Justiça também determinou que Amanda pague R$ 25 mil em indenização por danos morais ao ex. "Tendo em vista o transtorno e o abalo emocional, psicológico, imposto ao ofendido, perturbando-lhe, ainda, sua rotina, suas relações sociais e profissionais, e impingindo-lhe humilhações, temor e traumas", escreveu o magistrado ao justificar o valor indenizatório.

Advogado sustenta que Amanda sofre de problemas mentais. Essa tese já havia sido suscitada pela defesa durante a fase de audiência de instrução, ocorrida em fevereiro deste ano, mas a Justiça não acolheu essa versão.

Crime ocorreu no dia 17 de dezembro de 2023. Amanda Partata é acusada de ter envenenado Leonardo Pereira Alves, 58, e Luzia Tereza Alves, 86, respectivamente pai e avó do ex-namorado dela. A data para o julgamento desse caso ainda não foi marcada.

Ela também é acusada por tentativas de homicídio contra outras duas pessoas, um tio e o avô do homem. A denúncia do Ministério Público goiano, que já foi aceita pela Justiça, diz que ela ofereceu doces envenenados a outros familiares do ex. As mortes só não se concretizaram porque ambos recusaram o alimento. Ainda de acordo com os investigadores, ela mantinha contato com as vítimas porque fingia estar grávida do ex-companheiro.

Polícia disse acreditar que ela cometeu o crime para afetar o ex-namorado e por não aceitar o fim da relação.
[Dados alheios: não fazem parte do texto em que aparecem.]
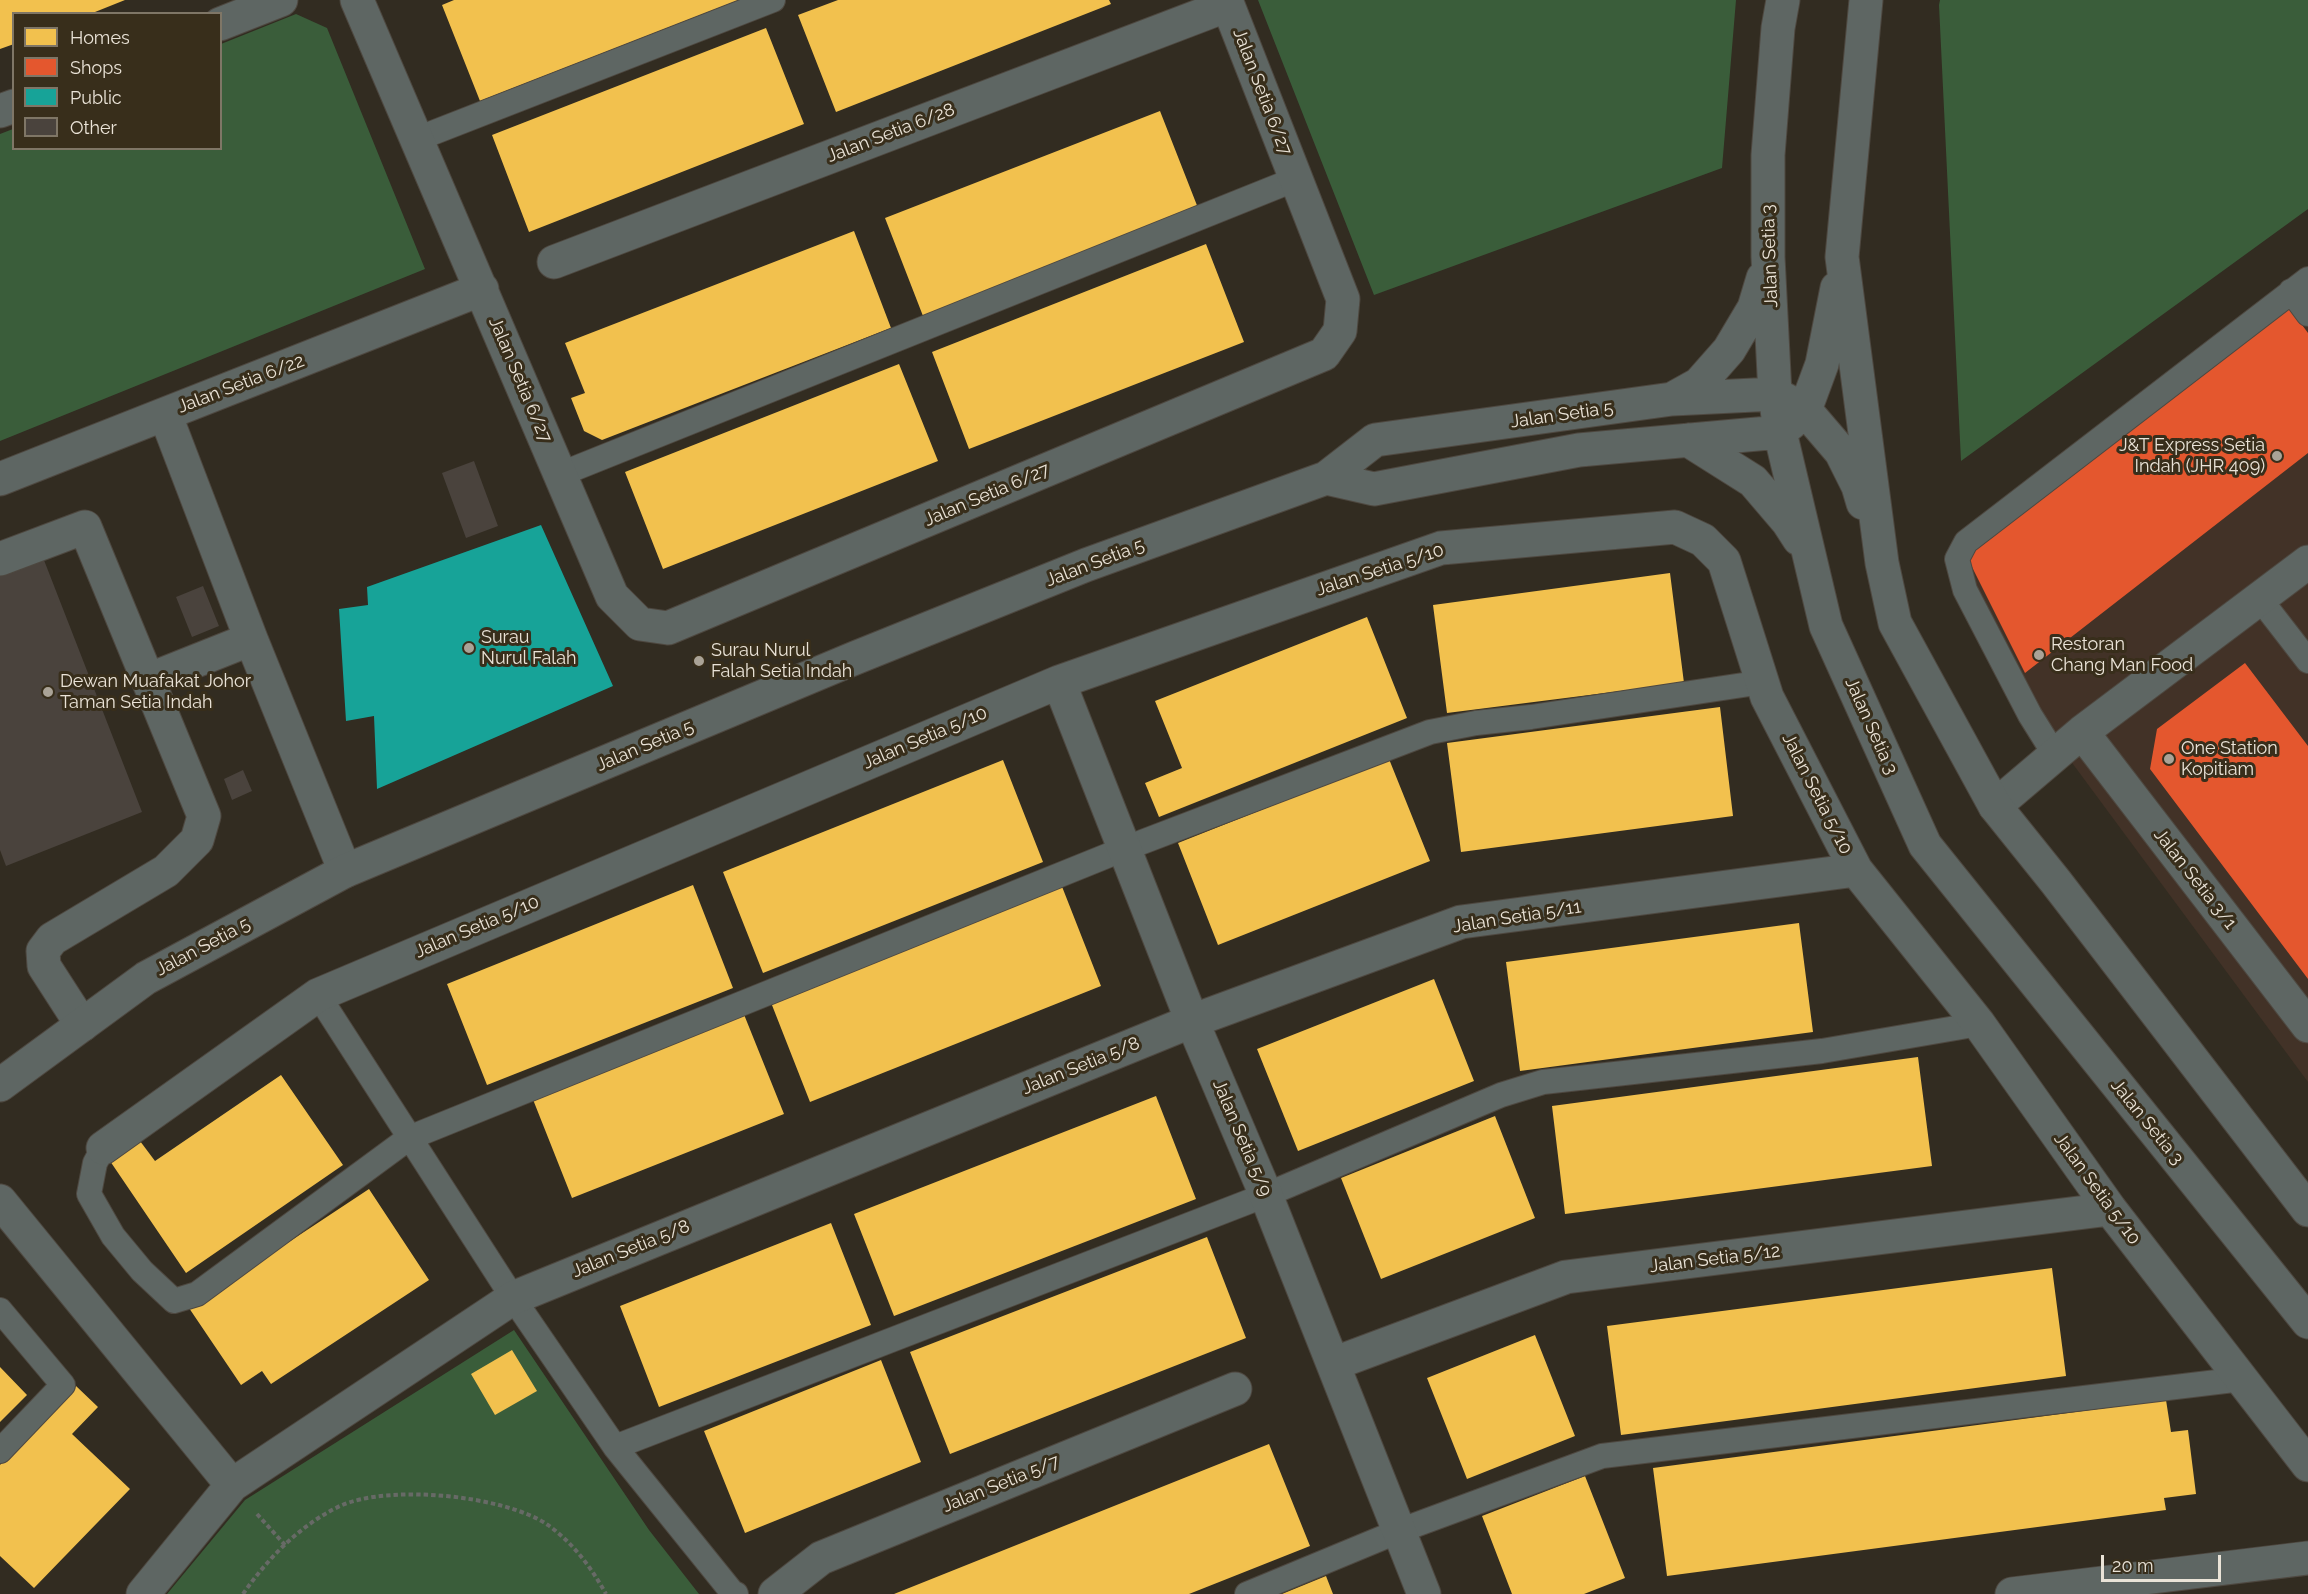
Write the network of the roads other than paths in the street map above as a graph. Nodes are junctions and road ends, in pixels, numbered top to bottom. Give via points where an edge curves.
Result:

Em conversas com ele no WhatsApp, ela perguntou qual era o maior medo dele, e concluiu que era de perder a família.

Amanda pesquisou antes e no dia do crime se seria possível descobrir o envenenamento. Ela também procurou na internet se a substância tinha gosto.

Ela também comprou veneno pela internet usando o próprio nome e endereço. A advogada pediu a entrega em Itumbiara, a cerca de 200 km da capital goiana. Como não estava na cidade, ela pediu a um motorista de aplicativo que levasse a caixa até ela, em Goiânia.

Vídeos obtidos pela investigação mostram mulher recebendo e abrindo o pacote. A nota fiscal mostra que a substância adquirida é a mesma encontrada no corpo das vítimas.